A new analysis by property data consultancy TwentyEA shows what it calls “significant growth from the Online/Hybrid agents” in the first half of 2025.
It says they represent 18.3% of all New Instructions To Let. This share is 9.5% higher than last year and 121% higher than pre-pandemic.
Of the 18.3% market share, OpenRent accounts for 17.1% and is growing even faster at 11.5% in the last year, and 189% since pre-pandemic.
TwentyEA says growth is far more prevalent at lower price ranges and in the £800 pcm or less range.
Growth was 17% year-on-year, and Online/Hybrid agents now have a share of 25% at this price bracket.
The consultancy also says inward migration is helping sustain lettings demand. Its new report states: “The challenges remain for tenants trying to find a home due to the significant lack of rental properties, a problem exacerbated by many landlords exiting the sector.

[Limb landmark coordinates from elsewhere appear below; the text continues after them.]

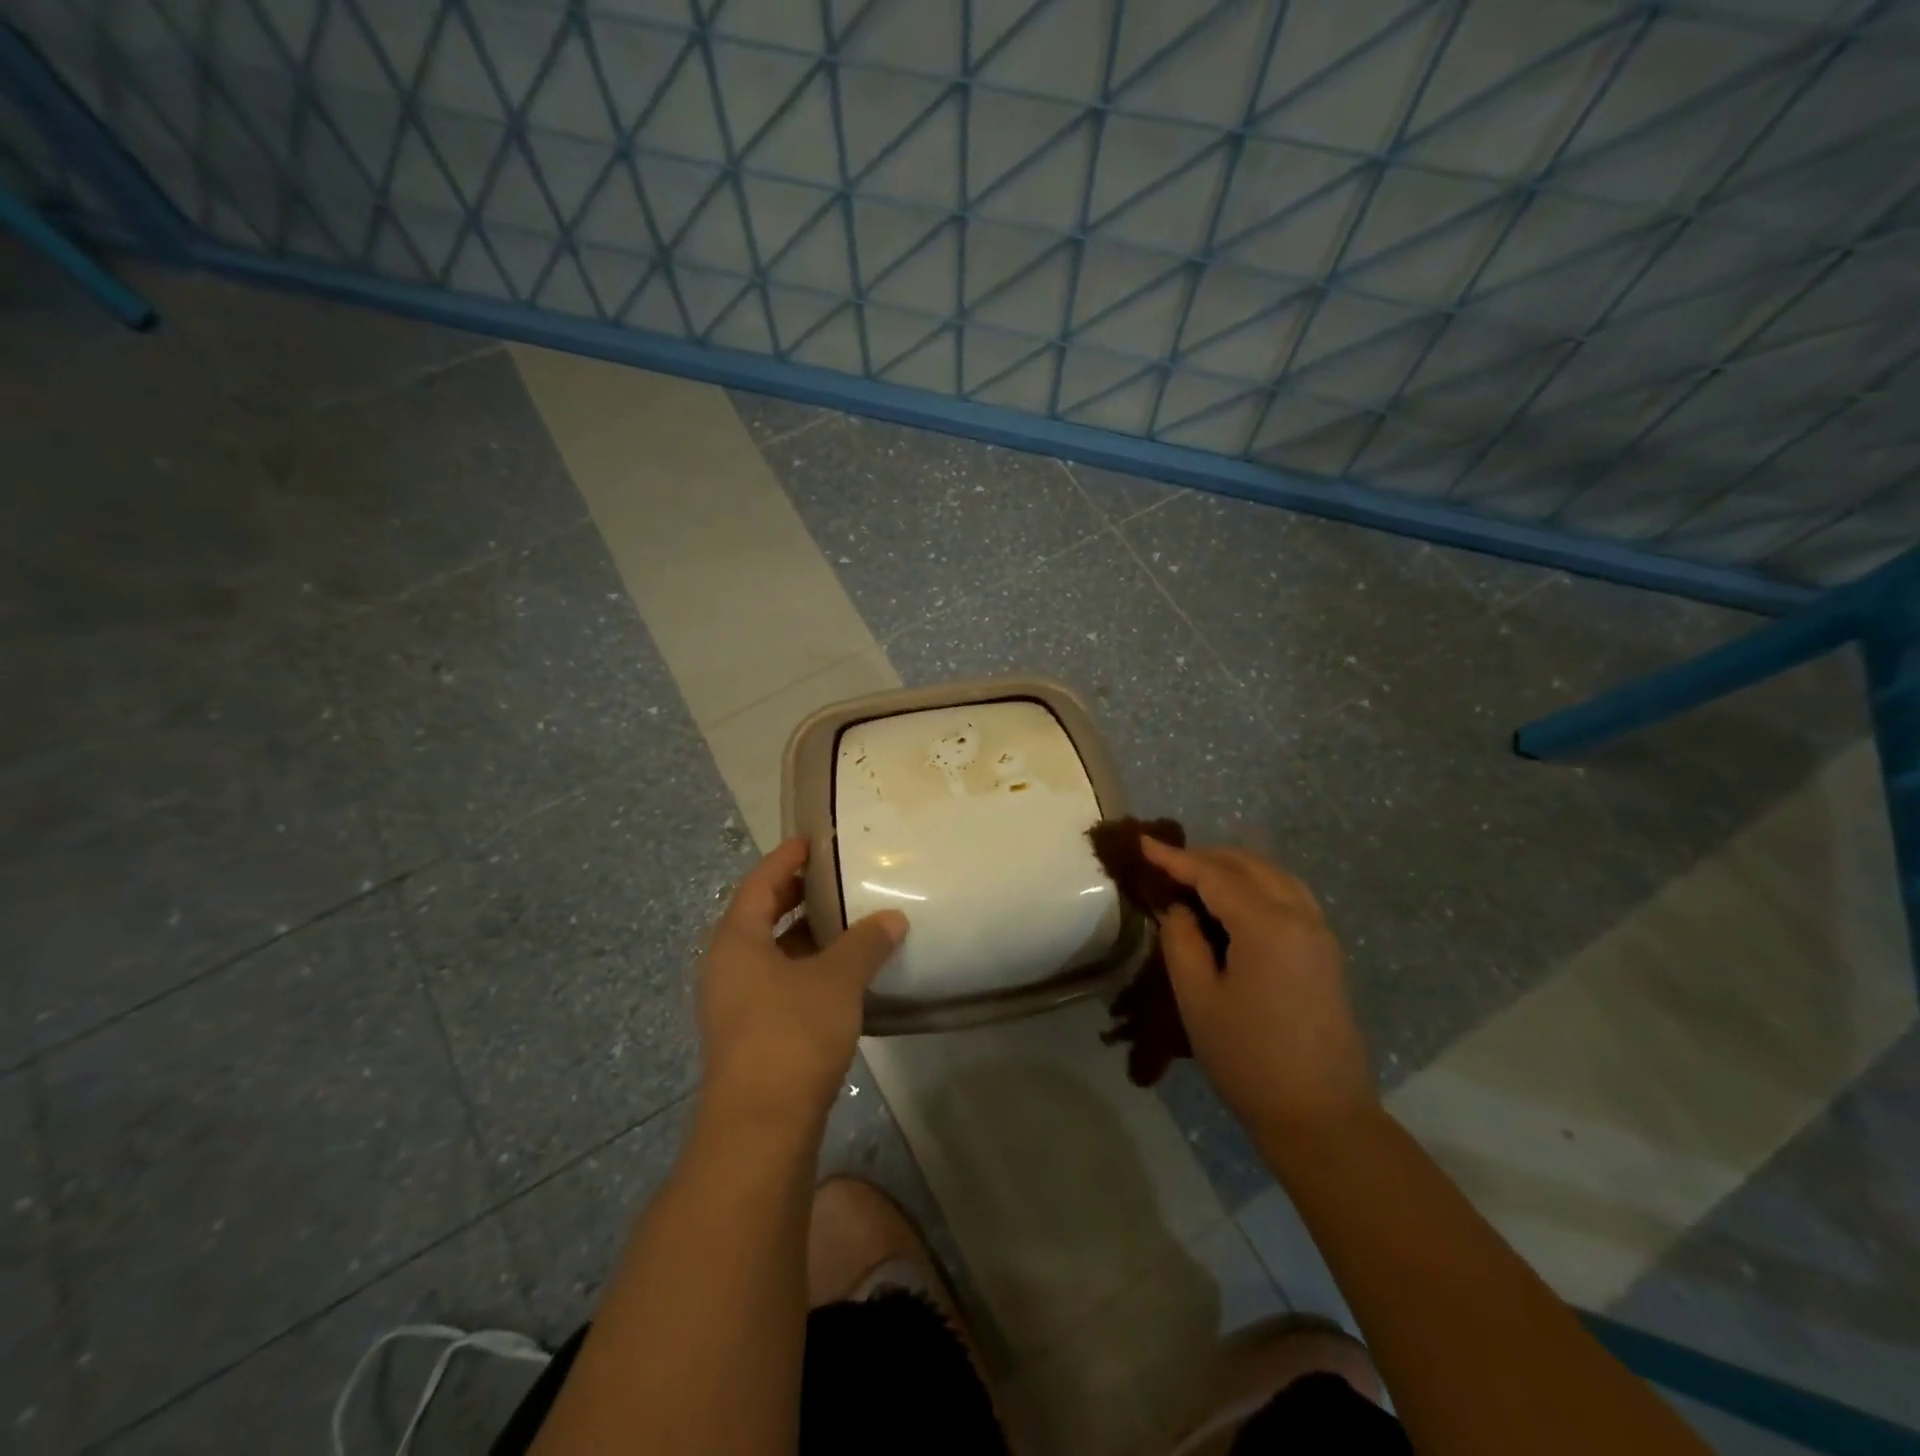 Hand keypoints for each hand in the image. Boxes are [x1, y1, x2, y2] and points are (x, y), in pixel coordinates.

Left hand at [697, 837, 908, 1125]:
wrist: (760, 1126)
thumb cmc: (792, 1034)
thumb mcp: (837, 979)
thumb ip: (865, 943)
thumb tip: (893, 918)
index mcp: (736, 940)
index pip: (760, 882)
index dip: (786, 858)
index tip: (813, 841)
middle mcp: (726, 965)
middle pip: (760, 915)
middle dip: (797, 895)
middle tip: (835, 877)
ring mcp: (733, 1002)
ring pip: (769, 952)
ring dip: (803, 935)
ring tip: (845, 921)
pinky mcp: (747, 1033)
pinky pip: (775, 982)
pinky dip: (804, 967)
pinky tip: (838, 973)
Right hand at [1143, 838, 1376, 1140]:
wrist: (1321, 1117)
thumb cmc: (1248, 1059)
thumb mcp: (1198, 999)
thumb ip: (1181, 941)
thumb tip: (1177, 908)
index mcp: (1267, 925)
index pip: (1214, 875)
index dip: (1175, 858)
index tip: (1143, 843)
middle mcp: (1300, 916)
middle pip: (1249, 865)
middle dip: (1205, 857)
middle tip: (1165, 863)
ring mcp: (1320, 933)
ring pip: (1274, 875)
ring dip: (1234, 867)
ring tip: (1196, 876)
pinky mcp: (1326, 952)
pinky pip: (1290, 895)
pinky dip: (1257, 884)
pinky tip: (1235, 901)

“Furthermore, with net migration in 2024 of 431,000 people, demand will continue to exceed availability.”
Its analysis shows that year-to-date, Lets Agreed in 2025 are 6.3% higher than 2024 and are at their highest level in seven years.
However, the available stock for renters is 19% lower compared to 2019.
It adds that based on the mix of rental stock available, the average asking price at the end of Q2 2025 is now £1,814 per month, up by £47 from Q1.
Katy Billany, TwentyEA’s executive director, says: “Q2 2025 is characterised by strong transactional activity across sales and lettings.
“Whilst the sales market is experiencing rising supply, there are persistent structural challenges in both the sales and rental sectors.
“While overall demand remains resilient, slower transaction timelines and rental affordability issues point to systemic issues that could dampen momentum if left unaddressed.”